- **EXERCISE OBJECTIVE**:
What you return should match the data exactly, from the first line to the last.

▼▼▼

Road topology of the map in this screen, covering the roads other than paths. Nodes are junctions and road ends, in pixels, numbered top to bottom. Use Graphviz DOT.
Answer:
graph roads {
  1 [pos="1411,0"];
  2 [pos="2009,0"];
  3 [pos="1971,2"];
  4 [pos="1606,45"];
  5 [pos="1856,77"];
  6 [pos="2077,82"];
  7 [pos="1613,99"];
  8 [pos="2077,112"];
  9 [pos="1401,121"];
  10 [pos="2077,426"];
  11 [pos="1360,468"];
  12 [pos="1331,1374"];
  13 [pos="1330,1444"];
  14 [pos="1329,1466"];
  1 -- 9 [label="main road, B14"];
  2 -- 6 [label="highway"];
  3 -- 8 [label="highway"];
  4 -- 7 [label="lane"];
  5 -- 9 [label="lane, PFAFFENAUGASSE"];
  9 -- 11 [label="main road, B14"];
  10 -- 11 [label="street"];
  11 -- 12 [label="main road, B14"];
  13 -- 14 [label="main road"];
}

▲▲▲

- **ANSWER**:
Road topology of the map in this screen, covering the roads other than paths. Nodes are junctions and road ends, in pixels, numbered top to bottom. Use Graphviz DOT.
Answer:
graph roads {
  1 [pos="1411,0"];
  2 [pos="2009,0"];
  3 [pos="1971,2"];
  4 [pos="1606,45"];
  5 [pos="1856,77"];
  6 [pos="2077,82"];
  7 [pos="1613,99"];
  8 [pos="2077,112"];
  9 [pos="1401,121"];
  10 [pos="2077,426"];
  11 [pos="1360,468"];
  12 [pos="1331,1374"];
  13 [pos="1330,1444"];
  14 [pos="1329,1466"];
  1 -- 9 [label="main road, B14"];
  2 -- 6 [label="highway"];
  3 -- 8 [label="highway"];
  4 -- 7 [label="lane"];
  5 -- 9 [label="lane, PFAFFENAUGASSE"];
  9 -- 11 [label="main road, B14"];
  10 -- 11 [label="street"];
  11 -- 12 [label="main road, B14"];
  13 -- 14 [label="main road"];
}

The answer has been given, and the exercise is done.